» ASSIGNMENT
For the copy, please give all of the data again exactly and leave the pictures out.

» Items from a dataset
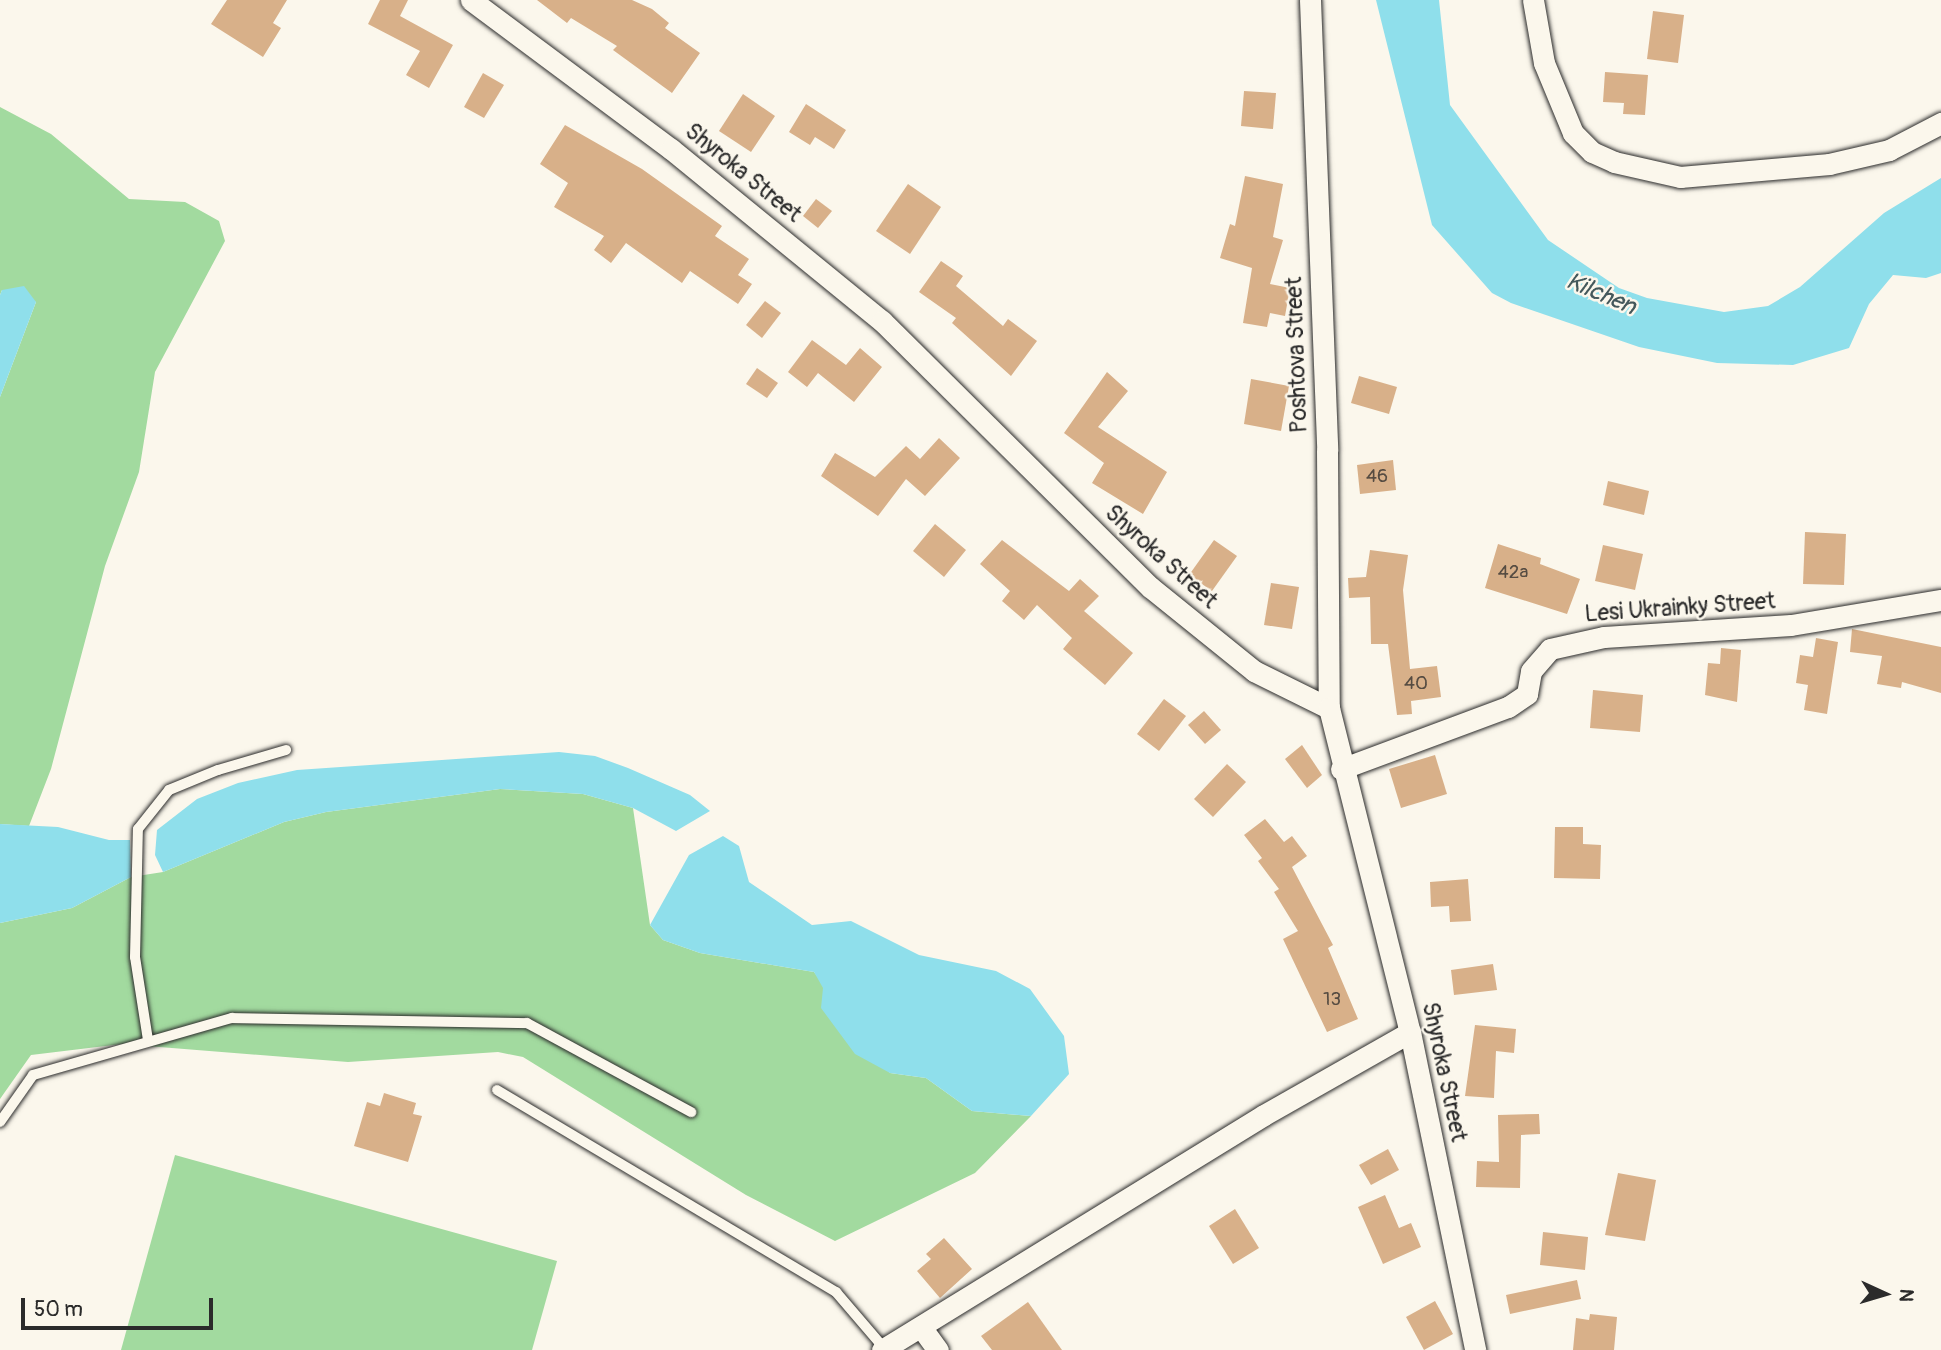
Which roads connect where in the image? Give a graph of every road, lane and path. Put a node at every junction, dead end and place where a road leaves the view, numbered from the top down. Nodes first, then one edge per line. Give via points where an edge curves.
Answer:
1 (471, 0) edge
2 (1310, 0) edge
3 (1533, 0) edge
4 (1941, 123) edge
5 (1941, 600) edge
6 (1329, 708) junction
7 (286, 750) dead end
8 (1341, 769) junction
9 (1410, 1032) junction
10 (148, 1040) junction
11 (497, 1090) dead end
12 (691, 1112) dead end
13 (0, 1122) edge
14 (921, 1327) junction
15 (883, 1349) edge
16 (938, 1350) edge
17 (1475, 1350) edge

1 - 6 street, Shyroka Street via 671,149 882,321 1150,587 1254,671
2 - 6 street, Poshtova Street via 1327,451
3 - 4 street via 1544,63 1573,133 1592,152 1614,162 1680,177 1829,164 1889,150
5 - 8 street, Lesi Ukrainky Street via 1791,625 1604,637 1550,649 1531,671 1527,694 1508,707
6 - 8 street, Shyroka Street
7 - 10 lane via 169,790 138,829 135,957
8 - 9 street, Shyroka Street
9 - 14 street via 1264,1115
9 - 17 street, Shyroka Street
10 - 12 lane via 232,1018 527,1023
10 - 13 lane via 33,1075
11 - 15 lane via 836,1292
14 - 15 street
14 - 16 street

» WRITTEN RESPONSE
Which roads connect where in the image? Give a graph of every road, lane and path. Put a node at every junction, dead end and place where a road leaves the view, numbered from the top down. Nodes first, then one edge per line. Give via points where an edge curves.
Answer:
1 (471, 0) edge
2 (1310, 0) edge
3 (1533, 0) edge
4 (1941, 123) edge
5 (1941, 600) edge
6 (1329, 708) junction
7 (286, 750) dead end
8 (1341, 769) junction
9 (1410, 1032) junction
10 (148, 1040) junction
11 (497, 1090) dead end
12 (691, 1112) dead end
13 (0, 1122) edge
14 (921, 1327) junction
15 (883, 1349) edge
16 (938, 1350) edge
17 (1475, 1350) edge

1 - 6 street, Shyroka Street via 671,149 882,321 1150,587 1254,671
2 - 6 street, Poshtova Street via 1327,451
3 - 4 street via 1544,63 1573,133 1592,152 1614,162 1680,177 1829,164 1889,150
5 - 8 street, Lesi Ukrainky Street via 1791,625 1604,637 1550,649 1531,671 1527,694 1508,707
6 - 8 street, Shyroka Street
7 - 10 lane via 169,790 138,829 135,957
8 - 9 street, Shyroka Street
9 - 14 street via 1264,1115
9 - 17 street, Shyroka Street
10 - 12 lane via 232,1018 527,1023
10 - 13 lane via 33,1075
11 - 15 lane via 836,1292
14 - 15 street
14 - 16 street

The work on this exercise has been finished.